18 That is why robust governance is of critical across the entire ecosystem of products, services, data, and professionals. It ensures that AI is deployed in a safe, transparent and effective manner, giving confidence to healthcare providers and patients. For example, HSA has established a comprehensive Regulatory Framework for AI Medical Devices through our Regulatory Guidelines published in 2019. To date, HSA has registered approximately 160 AI Medical Devices, with major technology companies including Google and Apple submitting registrations. 

19     But managing AI risks cannot stop at the product level. Responsible AI also requires looking upstream – at the quality and governance of data used to train AI - and downstream, at how AI tools are deployed and used.  This is where our other legislation, such as the Healthcare Services Act (HCSA) and various Professional Acts come in. They work in tandem to ensure that healthcare services are properly licensed and that professional codes of conduct continue to uphold patient safety and good practice, even as new technologies emerge. Beyond product-level regulations, AI tools are deployed in healthcare settings. To guide the safe and effective use of AI, MOH, HSA and Synapxe (Singapore’s national healthtech agency) jointly issued the Artificial Intelligence in Healthcare Guidelines (AIHGle, pronounced ‘agile’) in 2021. Since then, new technologies like Generative AI have emerged.
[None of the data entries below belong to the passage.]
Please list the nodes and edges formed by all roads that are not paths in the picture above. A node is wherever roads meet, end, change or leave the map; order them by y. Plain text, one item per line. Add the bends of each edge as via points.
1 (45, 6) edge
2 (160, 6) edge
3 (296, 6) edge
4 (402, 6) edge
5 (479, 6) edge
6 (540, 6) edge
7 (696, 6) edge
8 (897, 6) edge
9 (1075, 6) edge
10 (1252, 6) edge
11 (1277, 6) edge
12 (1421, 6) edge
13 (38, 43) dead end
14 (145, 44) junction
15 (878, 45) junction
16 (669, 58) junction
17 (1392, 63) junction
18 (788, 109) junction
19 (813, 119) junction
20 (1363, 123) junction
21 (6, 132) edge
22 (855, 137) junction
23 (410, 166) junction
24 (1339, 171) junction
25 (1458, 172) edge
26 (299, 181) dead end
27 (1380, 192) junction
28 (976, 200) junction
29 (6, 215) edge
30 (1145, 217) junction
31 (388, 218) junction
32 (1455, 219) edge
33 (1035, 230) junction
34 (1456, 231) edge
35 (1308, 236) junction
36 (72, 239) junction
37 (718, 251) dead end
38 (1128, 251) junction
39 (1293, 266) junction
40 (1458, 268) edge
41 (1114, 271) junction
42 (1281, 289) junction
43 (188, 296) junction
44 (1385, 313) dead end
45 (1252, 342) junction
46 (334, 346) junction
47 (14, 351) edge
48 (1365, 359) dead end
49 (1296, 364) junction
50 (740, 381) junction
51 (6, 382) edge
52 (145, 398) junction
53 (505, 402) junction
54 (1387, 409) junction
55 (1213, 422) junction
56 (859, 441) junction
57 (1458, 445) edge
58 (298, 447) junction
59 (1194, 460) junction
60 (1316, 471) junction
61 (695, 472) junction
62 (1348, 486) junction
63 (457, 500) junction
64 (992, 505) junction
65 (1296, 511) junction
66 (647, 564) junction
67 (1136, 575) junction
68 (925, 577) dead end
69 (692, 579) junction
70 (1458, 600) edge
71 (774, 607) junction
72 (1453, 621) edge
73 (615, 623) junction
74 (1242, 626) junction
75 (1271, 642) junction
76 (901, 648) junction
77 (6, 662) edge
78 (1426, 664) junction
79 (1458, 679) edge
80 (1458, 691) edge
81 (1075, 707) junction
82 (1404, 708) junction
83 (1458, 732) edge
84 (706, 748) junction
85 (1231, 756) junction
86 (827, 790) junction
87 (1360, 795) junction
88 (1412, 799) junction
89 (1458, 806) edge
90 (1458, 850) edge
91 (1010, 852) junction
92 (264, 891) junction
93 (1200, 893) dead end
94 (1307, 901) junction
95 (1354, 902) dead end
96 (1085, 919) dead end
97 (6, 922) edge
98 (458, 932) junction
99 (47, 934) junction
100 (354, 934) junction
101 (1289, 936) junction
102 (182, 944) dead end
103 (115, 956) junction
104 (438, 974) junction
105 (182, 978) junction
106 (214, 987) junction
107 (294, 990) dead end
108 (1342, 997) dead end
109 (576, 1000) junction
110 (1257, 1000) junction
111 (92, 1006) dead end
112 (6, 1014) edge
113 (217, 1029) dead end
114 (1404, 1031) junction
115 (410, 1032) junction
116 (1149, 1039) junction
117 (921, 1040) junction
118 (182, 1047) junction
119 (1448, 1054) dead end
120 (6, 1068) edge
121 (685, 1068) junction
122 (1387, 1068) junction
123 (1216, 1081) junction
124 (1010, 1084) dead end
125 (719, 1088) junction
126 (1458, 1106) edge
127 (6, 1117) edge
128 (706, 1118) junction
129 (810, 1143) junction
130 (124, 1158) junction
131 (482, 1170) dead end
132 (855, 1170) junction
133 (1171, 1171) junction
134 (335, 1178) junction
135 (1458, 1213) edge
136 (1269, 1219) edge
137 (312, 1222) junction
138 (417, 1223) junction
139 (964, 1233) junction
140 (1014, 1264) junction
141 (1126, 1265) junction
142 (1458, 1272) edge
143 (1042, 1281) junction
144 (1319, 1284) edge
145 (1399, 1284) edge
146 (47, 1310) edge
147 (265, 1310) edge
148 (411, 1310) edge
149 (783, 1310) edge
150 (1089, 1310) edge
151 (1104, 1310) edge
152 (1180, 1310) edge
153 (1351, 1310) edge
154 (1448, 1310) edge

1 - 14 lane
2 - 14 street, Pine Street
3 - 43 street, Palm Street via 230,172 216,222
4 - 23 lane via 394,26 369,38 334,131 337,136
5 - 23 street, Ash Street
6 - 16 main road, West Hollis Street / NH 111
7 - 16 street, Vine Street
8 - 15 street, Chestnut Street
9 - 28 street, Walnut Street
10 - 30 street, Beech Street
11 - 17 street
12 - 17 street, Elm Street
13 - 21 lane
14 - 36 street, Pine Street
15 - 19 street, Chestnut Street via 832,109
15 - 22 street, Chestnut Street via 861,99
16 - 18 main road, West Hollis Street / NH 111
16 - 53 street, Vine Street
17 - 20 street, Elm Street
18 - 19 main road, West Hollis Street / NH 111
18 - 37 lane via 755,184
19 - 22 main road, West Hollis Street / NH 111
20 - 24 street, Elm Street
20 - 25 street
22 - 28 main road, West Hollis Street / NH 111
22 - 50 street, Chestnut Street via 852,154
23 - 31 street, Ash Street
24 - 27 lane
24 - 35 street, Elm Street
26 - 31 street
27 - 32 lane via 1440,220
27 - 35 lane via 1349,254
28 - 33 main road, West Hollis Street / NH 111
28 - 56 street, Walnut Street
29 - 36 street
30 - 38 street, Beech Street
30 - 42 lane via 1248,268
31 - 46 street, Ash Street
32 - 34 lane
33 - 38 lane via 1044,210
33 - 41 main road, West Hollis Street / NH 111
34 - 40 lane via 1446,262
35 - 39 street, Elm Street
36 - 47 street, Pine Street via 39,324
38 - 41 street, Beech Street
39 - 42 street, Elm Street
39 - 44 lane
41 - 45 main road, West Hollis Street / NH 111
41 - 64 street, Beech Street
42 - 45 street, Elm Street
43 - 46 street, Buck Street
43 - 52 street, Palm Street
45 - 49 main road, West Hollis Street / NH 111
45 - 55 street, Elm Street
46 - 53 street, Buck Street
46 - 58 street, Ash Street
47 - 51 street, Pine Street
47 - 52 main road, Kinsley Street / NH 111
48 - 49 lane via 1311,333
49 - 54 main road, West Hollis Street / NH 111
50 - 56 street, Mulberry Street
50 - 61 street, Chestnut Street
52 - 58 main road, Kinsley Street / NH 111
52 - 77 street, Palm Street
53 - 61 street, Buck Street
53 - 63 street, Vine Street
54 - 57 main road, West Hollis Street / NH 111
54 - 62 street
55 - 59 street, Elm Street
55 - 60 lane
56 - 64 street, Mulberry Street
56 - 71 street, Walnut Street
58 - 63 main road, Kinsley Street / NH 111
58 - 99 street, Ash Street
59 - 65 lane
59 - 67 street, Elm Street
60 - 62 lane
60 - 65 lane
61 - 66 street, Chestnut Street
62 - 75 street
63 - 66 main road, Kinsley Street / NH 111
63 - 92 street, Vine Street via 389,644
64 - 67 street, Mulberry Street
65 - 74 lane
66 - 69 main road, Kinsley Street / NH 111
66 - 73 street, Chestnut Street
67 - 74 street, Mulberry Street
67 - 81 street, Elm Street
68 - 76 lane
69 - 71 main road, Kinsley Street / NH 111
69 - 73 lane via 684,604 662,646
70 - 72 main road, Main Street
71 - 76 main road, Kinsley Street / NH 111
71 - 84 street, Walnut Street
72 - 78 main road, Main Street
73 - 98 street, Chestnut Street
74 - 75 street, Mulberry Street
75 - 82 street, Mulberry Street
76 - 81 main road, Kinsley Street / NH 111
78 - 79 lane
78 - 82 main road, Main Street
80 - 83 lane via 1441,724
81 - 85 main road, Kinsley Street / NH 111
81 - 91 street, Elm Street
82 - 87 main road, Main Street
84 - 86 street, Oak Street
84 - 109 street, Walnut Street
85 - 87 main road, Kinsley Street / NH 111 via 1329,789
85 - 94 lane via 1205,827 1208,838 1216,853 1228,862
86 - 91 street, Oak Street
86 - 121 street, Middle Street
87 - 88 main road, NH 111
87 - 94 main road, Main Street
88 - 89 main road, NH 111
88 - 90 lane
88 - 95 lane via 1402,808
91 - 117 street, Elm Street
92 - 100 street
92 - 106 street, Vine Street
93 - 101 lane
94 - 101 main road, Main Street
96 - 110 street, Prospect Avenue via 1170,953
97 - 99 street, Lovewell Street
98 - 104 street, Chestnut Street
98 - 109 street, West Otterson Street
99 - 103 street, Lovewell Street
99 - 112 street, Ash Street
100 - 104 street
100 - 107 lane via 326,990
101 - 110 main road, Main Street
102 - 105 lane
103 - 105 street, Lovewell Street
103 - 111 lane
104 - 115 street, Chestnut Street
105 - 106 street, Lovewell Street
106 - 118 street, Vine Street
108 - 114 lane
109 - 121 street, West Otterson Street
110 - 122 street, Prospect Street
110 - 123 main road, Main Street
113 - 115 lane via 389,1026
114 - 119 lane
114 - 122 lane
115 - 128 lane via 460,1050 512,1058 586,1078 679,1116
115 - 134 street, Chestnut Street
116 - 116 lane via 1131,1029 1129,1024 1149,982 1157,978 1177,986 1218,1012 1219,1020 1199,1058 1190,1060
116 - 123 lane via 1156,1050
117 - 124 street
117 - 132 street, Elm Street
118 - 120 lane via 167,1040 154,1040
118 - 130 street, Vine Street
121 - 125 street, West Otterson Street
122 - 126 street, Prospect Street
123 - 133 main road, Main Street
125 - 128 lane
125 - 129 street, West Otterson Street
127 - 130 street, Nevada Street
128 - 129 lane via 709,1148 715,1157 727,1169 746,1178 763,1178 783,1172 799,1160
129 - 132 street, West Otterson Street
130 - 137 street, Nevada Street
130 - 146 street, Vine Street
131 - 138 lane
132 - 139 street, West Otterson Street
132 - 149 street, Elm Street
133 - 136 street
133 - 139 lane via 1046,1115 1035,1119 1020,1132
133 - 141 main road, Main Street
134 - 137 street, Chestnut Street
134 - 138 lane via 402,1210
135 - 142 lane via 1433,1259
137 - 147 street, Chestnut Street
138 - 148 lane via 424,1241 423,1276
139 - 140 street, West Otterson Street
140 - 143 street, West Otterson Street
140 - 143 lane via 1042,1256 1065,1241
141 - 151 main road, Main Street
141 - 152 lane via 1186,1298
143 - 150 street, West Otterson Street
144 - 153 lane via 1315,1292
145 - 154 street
We are now updating the guidelines to clarify the roles and responsibilities of stakeholders across the AI lifecycle, and to recommend essential training for users to support responsible AI adoption. In the coming months, we will engage key stakeholders to gather their feedback and ensure the revised guidelines remain practical and relevant. 

20     This example of AI illustrates a broader truth: emerging technologies are creating regulatory challenges that cut across domains and demand holistic, agile governance. Traditional medical device regulations focused on safety and efficacy of individual products. Going forward, we need frameworks that can address networked device security, AI algorithm validation, data interoperability, and system-wide resilience across multiple regulatory domains.

Right-Touch Regulation: A One-Stop Solution

21     To better support our stakeholders in navigating this complex landscape, we're working towards a Right-Touch Regulation approach towards a one-stop health regulatory hub that provides more integrated and coordinated regulatory support across all domains. Modern healthcare challenges require coordinated responses that break down traditional regulatory silos, and allows regulators to be more effective, efficient and sustainable. 

22     This integrated approach recognises that emerging technologies like AI don't fit neatly into traditional regulatory categories. A single innovation might simultaneously involve product safety, service delivery, data governance, and professional standards. Our challenge is developing regulatory capabilities that can address these multi-domain complexities in a coordinated manner, rather than requiring stakeholders to navigate multiple separate processes. More details on this will be made known later. 

Redefining Regulation and Co-Creating the future together

23     Hence, as we look ahead, we're exploring how to redefine our regulatory approach - can we move beyond traditional compliance to become active partners in fostering innovation ecosystems? We see opportunities to co-create solutions with industry in expedited pathways, reliance models, and digital innovations that drive economic value whilst strengthening Singapore's biomedical ecosystem whilst maintaining the safety and quality standards that build public trust.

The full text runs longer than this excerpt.